“Nikolai Rogov.”
The priest’s voice pulls me back.
“Do you take Lauren Watson to be your lawfully wedded wife?”
I say yes before he finishes the sentence.
A quiet laugh moves through the congregation. Lauren’s eyes are bright.
“And Lauren Watson—do you take Nikolai Rogov to be your lawfully wedded husband, in sickness and in health?”
She holds my gaze for a long moment. I watch her take a slow breath, and I watch something settle across her face—not hesitation, but the particular stillness of a person arriving at something they’ve been moving toward for a long time.
“Yes,” she says. “I do.”
My hands are less steady than they were at Pullman Yard. I am aware of this and have no way to address it.
I take the ring from the box and slide it onto her finger, and she does the same for me—her touch light and deliberate—and then the priest says the words, I bring her in, one arm around her waist, careful of the pregnancy, and kiss my wife for the first time.
She tastes like something I don’t have a word for. The applause from the congregation is gentle, warm, and reminds usthat we’re not alone. We pull apart and she laughs a little, and I press my forehead briefly to hers before we turn to face the people close to us.
We walk back down the aisle hand in hand, husband and wife, Hannah falling into step beside us and slipping her small hand into mine without being asked.
“You’re mine,” I say quietly, close to Lauren’s ear. “For good. No more complications.”
She squeezes my hand. “No more complications,” she agrees. Then, after a beat: “Until the end of time.”

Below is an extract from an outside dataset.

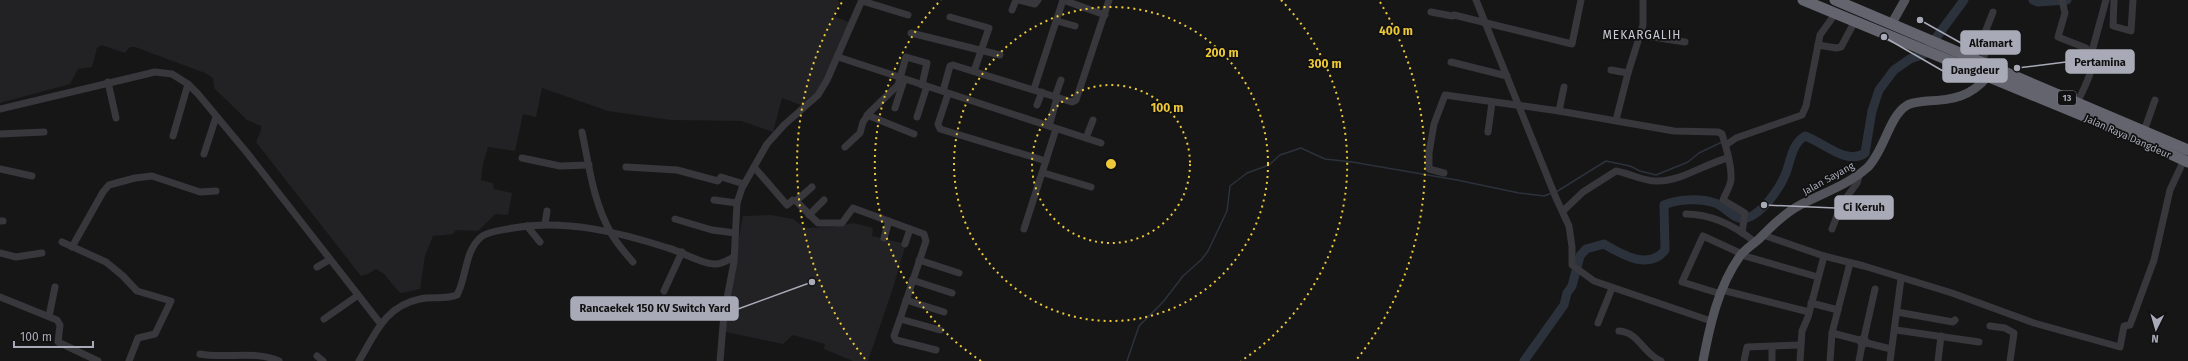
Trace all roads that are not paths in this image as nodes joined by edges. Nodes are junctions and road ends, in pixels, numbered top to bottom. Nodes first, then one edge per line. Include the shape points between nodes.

I feel the smile before I can do anything about it.
“Until the end of time.”
Epilogue
Lauren
The visiting room smells of industrial cleaner and something underneath it that no amount of cleaner fully reaches.
I give the receptionist my name and follow her directions down the corridor, counting doors. Fourth on the right. I stop outside it and take a breath before pushing it open.
I’m still not entirely sure what brought me here today. I’ve thought about this visit for years—turned it over, postponed it, found reasons why the timing wasn’t right. There was always something more immediate: Hannah needing me, moving into Nikolai’s estate and turning it into our home, the slow work of rebuilding a life that felt safe enough to actually live in. And then Misha arrived, and the first year of that swallowed everything else whole.
It was Nikolai who finally said it plainly, the way he says most things. That it might be worth doing. That some things don’t resolve themselves on their own. I told him I had closure—I have him, I have our children, I have a life I couldn’t have imagined six years ago—and he just looked at me in that particular way of his and said nothing further, which is somehow more persuasive than anything he could have said.
So here I am.
I push open the door.
He sees me immediately. He’s been sitting at the table for some time by the look of it, hands folded in front of him, and when I walk in he straightens—a reflex, the old habit of a man who always wanted to control how he was perceived. I notice it and feel something complicated move through me.
He looks dreadful.
The years have not been kind, and prison has accelerated whatever the years started. He was never a heavy man, but the weight he’s lost has taken something structural with it—his face is gaunt, the skin sitting differently over the bones beneath. The orange of the uniform drains what color he had left.
He looks smaller than I remember. Diminished in a way that goes beyond the physical. Like a man who has had a very long time alone with himself and found the company difficult.
“Lauren.”
His voice has changed too. The particular quality it used to have—that tone of a man accustomed to filling rooms, to having the last word—is gone. What’s left is quieter, rougher, and oddly stripped of affect.